Страшноватые пласты русской истории, что перебирались-поминались прежде, прикрываются рождественской открыткой. Но это не финал. К “Зимним сказкам” добавлен короткий цикл “Цитаты и вариации” и еще два стихотворения. Родимый хаос упорядочивается… любованьем.
И вправду в гуле рушащейся тверди
есть музыка. Она нас и убьет.
Век вывихнут, повторяет автор за Гамлетом и тут же возражает: но я не костоправ, и слава Богу. Можно выписывать и выписывать образцы то грубого остроумия, то лирической точности, но нужно констатировать: сразу, вместе эти свойства не проявляются. Ораторский холодный пафос и лирический жар— два разных такта этого эффективно работающего двигателя.
И куда же движется лирический герой?
Стой, однако! Незряч поводырь,
вел на небо, да сбился с дороги,
наглотавшись нелегкой воды
за здоровье болотной мороки,
из копытца, с рябого лица,
из глазниц простодырой природы,
обмирая от вкуса свинца,
холодея от запаха йода.
Эта поэзия — не искусство перспективы, здесь ее нет. Зато тут другое, тяжелое, но нужное — сплошное подчеркивание (весьма художественное) ошибок в прежней жизни, в истории.

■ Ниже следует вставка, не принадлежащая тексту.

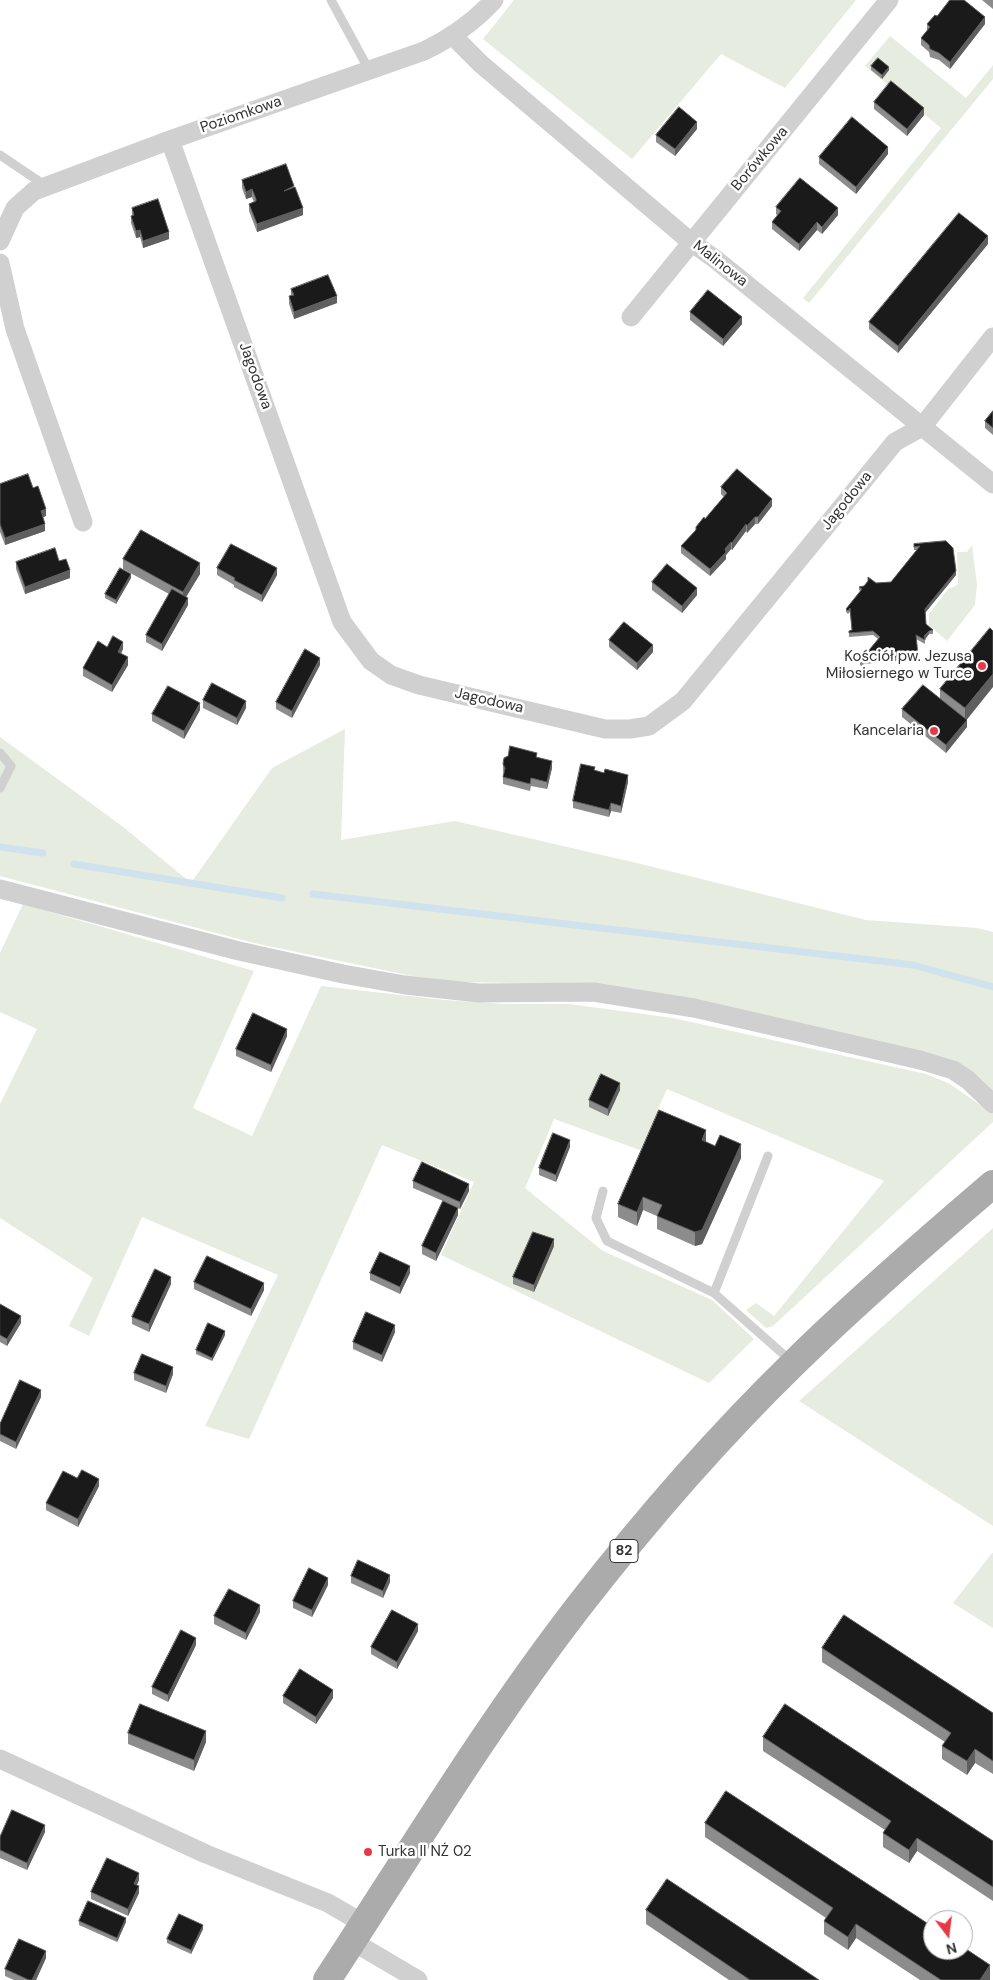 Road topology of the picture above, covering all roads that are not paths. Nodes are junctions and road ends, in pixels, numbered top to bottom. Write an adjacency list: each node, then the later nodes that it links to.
1 (331, 0): 5 (lane)
2 (494, 0): 4 (street, Poziomkowa)
3 (889, 0): 10 (street, Borówkowa)
4 (453, 36): 5 (street, Poziomkowa); 10 (street, Malinowa)
5 (369, 70): 6 (street, Poziomkowa)
6 (170, 140): 8 (street, Poziomkowa); 14 (street, Jagodowa)
7 (0, 155): 8 (lane)
8 (46, 186): 9 (street, Poziomkowa)
9 (0, 241)
10 (691, 242): 12 (street, Borówkowa); 14 (street, Malinowa)
11 (0, 262): 16 (street)
12 (631, 317)
13 (993, 338): 14 (street, Jagodowa)
14 (922, 427): 15 (street, Malinowa)
15 (993, 484)
16 (83, 522)
17 (0, 753): 18 (lane)
18 (0, 788)
19 (0, 889): 20 (street)
20 (993, 1104)
21 (768, 1156): 24 (lane)
22 (993, 1184): 25 (main road, 82)
23 (603, 1191): 24 (lane)
24 (714, 1292): 25 (lane)
25 (794, 1363): 27 (main road, 82)
26 (0, 1759): 27 (street)
27 (358, 1933): 28 (main road, 82); 29 (street)
28 (327, 1980)
29 (418, 1980)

Если сказки, то страшные. Масса отчаянья сгущается, становится невыносимо плотной.
“Никогда не надо терять отчаянья”, — если верить Л. Гинзбург, так говорил искусствовед Н. Пунин. А если применить этот афоризм к стихам Сергея Самойленко, то получится, что даже в энергии зачеркивания-перечеркивания есть жизненная сила, явленная в звуках печного органа или рожка, в страстности, с которой сколочены (иногда — топором, иногда — менее размашисто) эти вирши, даже в авторской склонности к черному слову. Поэзия — страна контрастов.
Александр КАСЫМОВ.
Уфа.
1 Эпштейн Михаил. Русская культура на распутье. — “Звезда”, 1999, № 2.